Personal information
- Born: April 22, 1969 (age 56) Paris, Tennessee, U.S.
- Height: 6 ft 0 in (1.83 m)
- Weight: 167 lb (76 kg)

Career information
- High school: Frederick Douglass (Atlanta, Georgia)
- College: Ohio State
- NFL draft: 1991: 11th round, 300th overall pick

Career history

Playing
- Kansas City Chiefs (1991)*; Atlanta Falcons (1992)*; Cleveland Browns (1994)*; Washington Redskins (1995)*; Frankfurt Galaxy (1995); Indianapolis Colts (1995–1996); Washington Redskins (1997)*; Hamilton Tiger-Cats (1998); Buffalo Destroyers (1999–2002); Carolina Cobras (2002); Columbus Destroyers (2005);
- * Offseason and/or practice squad member only

Coaching
- Frisco Fighters (2021) Wide receivers coach;

Career Arena League statistics
- Receptions: 202
- Receiving yards: 2,125
- Touchdowns: 26
- Stats at ArenaFan.com
- Stats at Pro Football Reference

= Bobby Olive =

American football player (born 1969)

Bobby Lee Olive Jr. (born April 22, 1969) is an American former professional football player who was a wide receiver for the Indianapolis Colts of the National Football League (NFL). He played college football for the Ohio State Buckeyes and was selected by the Kansas City Chiefs in the eleventh round of the 1991 NFL draft. He also played in the Arena Football League (AFL) for the Buffalo Destroyers/Columbus Destroyers and Carolina Cobras and in the Canadian Football League (CFL) for the Hamilton Tiger-Cats.

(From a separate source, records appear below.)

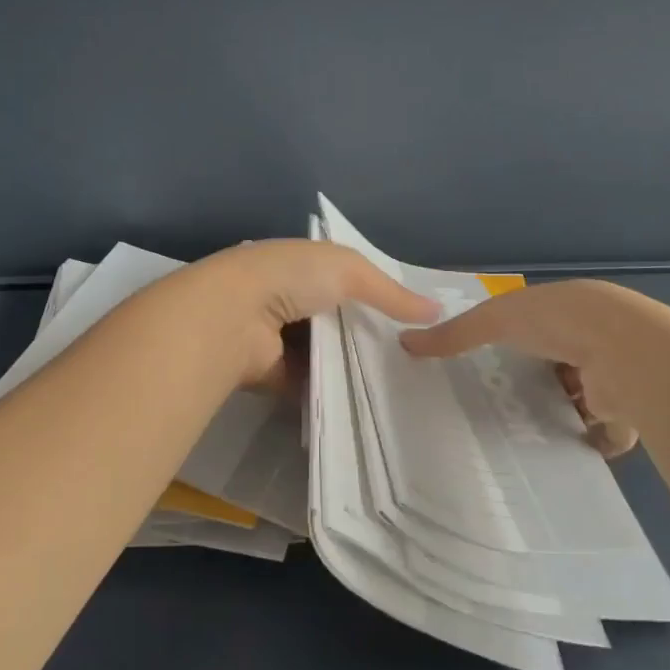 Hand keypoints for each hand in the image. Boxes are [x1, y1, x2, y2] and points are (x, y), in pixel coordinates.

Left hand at [189, 240, 439, 391]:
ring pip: (324, 354)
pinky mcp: (272, 373)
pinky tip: (365, 404)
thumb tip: (435, 310)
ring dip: (350, 366)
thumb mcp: (349, 270)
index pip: (344, 279)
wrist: (234, 317)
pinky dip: (331, 391)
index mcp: (299, 265)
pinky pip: (310, 383)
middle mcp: (286, 298)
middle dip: (366, 336)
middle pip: (336, 320)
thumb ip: (390, 291)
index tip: (411, 320)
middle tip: (411, 360)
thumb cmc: (291, 278)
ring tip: (397, 385)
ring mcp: (277, 337)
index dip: (376, 296)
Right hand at [401, 280, 641, 458]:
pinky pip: (608, 432)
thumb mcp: (494, 320)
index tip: (488, 365)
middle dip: (537, 383)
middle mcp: (592, 339)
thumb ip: (454, 334)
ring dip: (562, 413)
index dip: (515, 342)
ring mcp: (613, 374)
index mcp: (564, 310)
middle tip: (501, 407)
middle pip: (559, 364)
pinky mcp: (628, 410)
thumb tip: (404, 341)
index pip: (536, 327)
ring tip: (524, 435)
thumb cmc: (557, 322)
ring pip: (583, 398)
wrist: (625, 350)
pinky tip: (562, 454)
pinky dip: (589, 443) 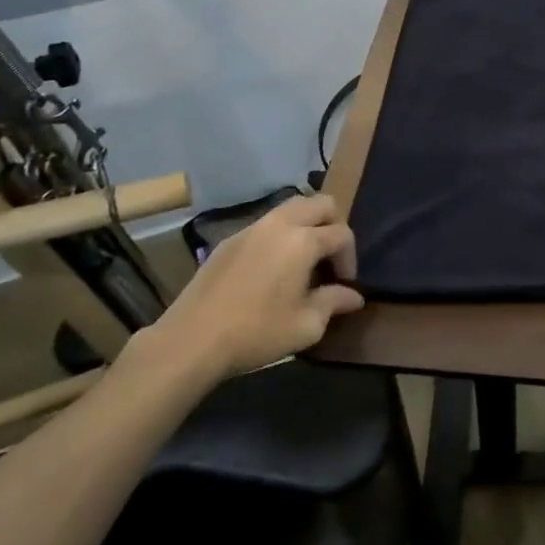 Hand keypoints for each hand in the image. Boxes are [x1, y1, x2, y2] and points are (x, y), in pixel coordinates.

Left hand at [148, 193, 364, 377]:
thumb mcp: (306, 325)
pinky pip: (266, 224)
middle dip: (334, 225)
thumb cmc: (256, 333)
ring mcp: (251, 228)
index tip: (344, 284)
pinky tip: (272, 267)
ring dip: (307, 225)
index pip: (342, 234)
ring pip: (292, 207)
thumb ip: (334, 303)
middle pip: (321, 203)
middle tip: (330, 257)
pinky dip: (280, 234)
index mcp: (304, 240)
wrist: (190, 341)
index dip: (349, 258)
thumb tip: (354, 295)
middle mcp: (280, 224)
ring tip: (303, 259)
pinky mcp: (229, 240) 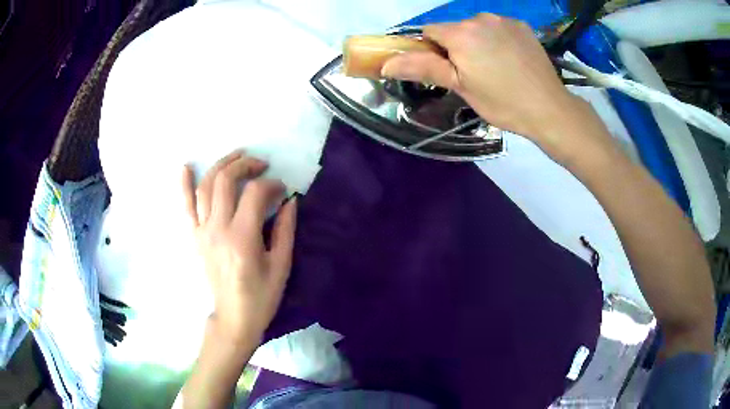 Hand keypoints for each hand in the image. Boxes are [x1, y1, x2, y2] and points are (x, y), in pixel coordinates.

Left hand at [181, 151, 296, 344]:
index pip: (255, 194)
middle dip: (245, 165)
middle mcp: (218, 229)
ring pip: (206, 187)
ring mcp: (203, 232)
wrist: (233, 317)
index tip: (282, 189)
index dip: (272, 185)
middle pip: (226, 181)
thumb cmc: (261, 296)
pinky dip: (183, 185)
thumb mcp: (281, 265)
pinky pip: (186, 207)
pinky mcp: (195, 237)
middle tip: (261, 165)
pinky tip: (185, 167)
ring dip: (221, 166)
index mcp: (243, 238)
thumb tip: (290, 200)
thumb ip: (286, 229)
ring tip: (237, 157)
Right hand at [381, 14, 603, 161]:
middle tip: (474, 74)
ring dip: (478, 42)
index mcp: (461, 33)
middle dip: (457, 46)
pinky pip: (498, 28)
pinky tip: (511, 59)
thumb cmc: (502, 102)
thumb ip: (423, 68)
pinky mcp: (522, 26)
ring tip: (496, 68)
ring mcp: (504, 20)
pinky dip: (498, 39)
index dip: (432, 50)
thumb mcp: (460, 87)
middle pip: (454, 29)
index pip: (429, 31)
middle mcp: (480, 18)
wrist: (549, 109)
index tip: (447, 70)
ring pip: (477, 28)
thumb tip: (386, 63) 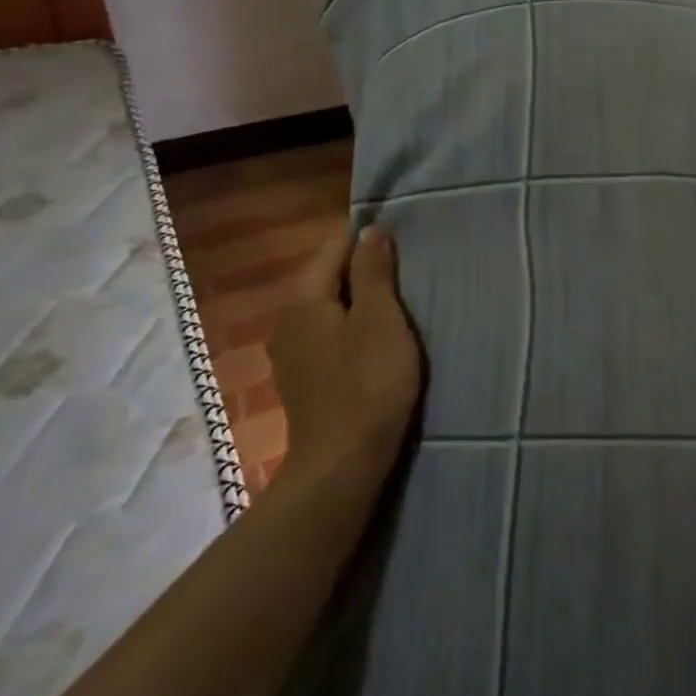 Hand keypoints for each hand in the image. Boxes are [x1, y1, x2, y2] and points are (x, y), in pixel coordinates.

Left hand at [268, 225, 421, 480]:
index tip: (404, 246)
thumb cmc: (368, 383)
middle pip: (330, 276)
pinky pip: (328, 335)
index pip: (334, 246)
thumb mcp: (380, 319)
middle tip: (408, 277)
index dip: (368, 240)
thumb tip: (370, 229)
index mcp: (303, 297)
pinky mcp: (303, 378)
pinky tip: (376, 343)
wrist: (342, 465)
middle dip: (365, 272)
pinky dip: (351, 330)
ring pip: (330, 308)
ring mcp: (291, 351)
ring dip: (361, 303)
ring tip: (398, 308)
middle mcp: (287, 318)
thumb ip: (373, 271) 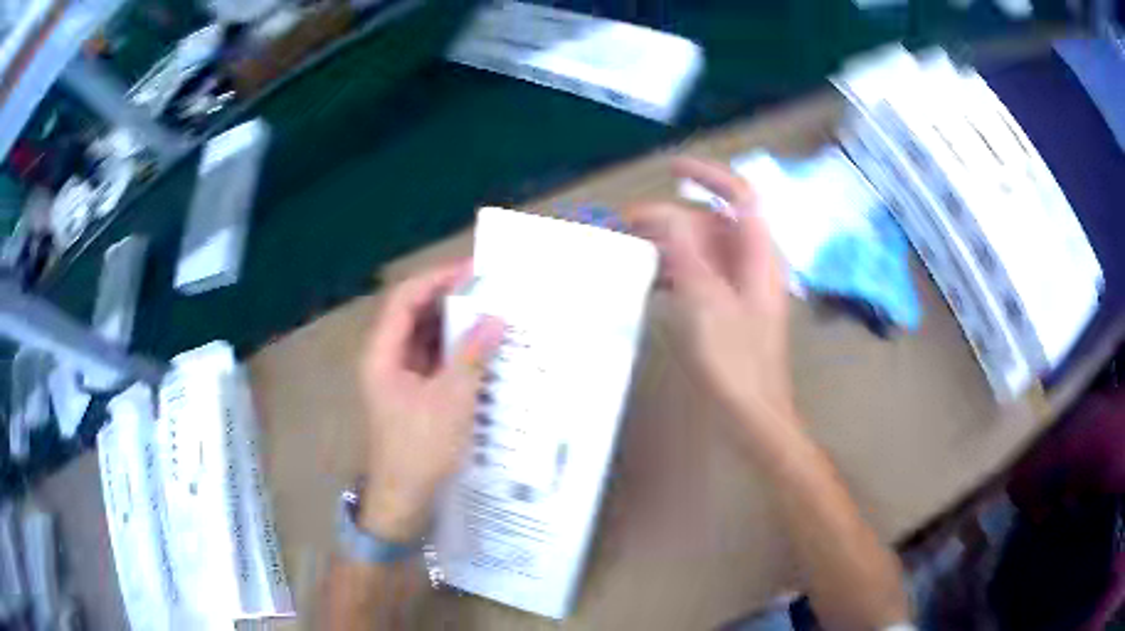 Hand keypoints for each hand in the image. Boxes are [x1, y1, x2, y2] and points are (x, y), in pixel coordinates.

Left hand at [358, 260, 503, 540]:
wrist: (405, 498)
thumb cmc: (421, 449)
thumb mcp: (451, 401)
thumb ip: (472, 356)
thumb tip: (496, 318)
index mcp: (382, 354)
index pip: (405, 299)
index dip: (436, 280)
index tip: (472, 271)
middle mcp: (386, 358)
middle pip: (414, 315)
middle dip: (449, 300)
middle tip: (489, 290)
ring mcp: (398, 376)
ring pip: (425, 337)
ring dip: (454, 325)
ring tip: (490, 314)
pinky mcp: (412, 392)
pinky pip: (433, 360)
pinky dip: (455, 351)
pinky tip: (481, 349)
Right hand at [627, 157, 794, 436]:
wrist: (752, 412)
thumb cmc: (735, 361)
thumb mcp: (706, 301)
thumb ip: (686, 251)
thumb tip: (665, 212)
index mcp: (757, 255)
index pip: (740, 196)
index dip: (709, 175)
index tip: (670, 170)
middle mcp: (751, 263)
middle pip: (713, 222)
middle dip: (673, 216)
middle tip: (628, 225)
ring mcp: (739, 286)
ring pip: (703, 248)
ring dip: (669, 244)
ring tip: (629, 250)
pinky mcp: (727, 306)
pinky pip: (700, 274)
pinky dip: (675, 270)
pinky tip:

In December 2019, it was announced that Olive would be the inaugural head coach of the Columbus Wild Dogs, an Indoor Football League team in Columbus, Ohio, that was announced to begin play in the 2021 season. The team did not launch as scheduled and by December 2021, Olive and Wild Dogs management announced they had cut ties with the team's owners.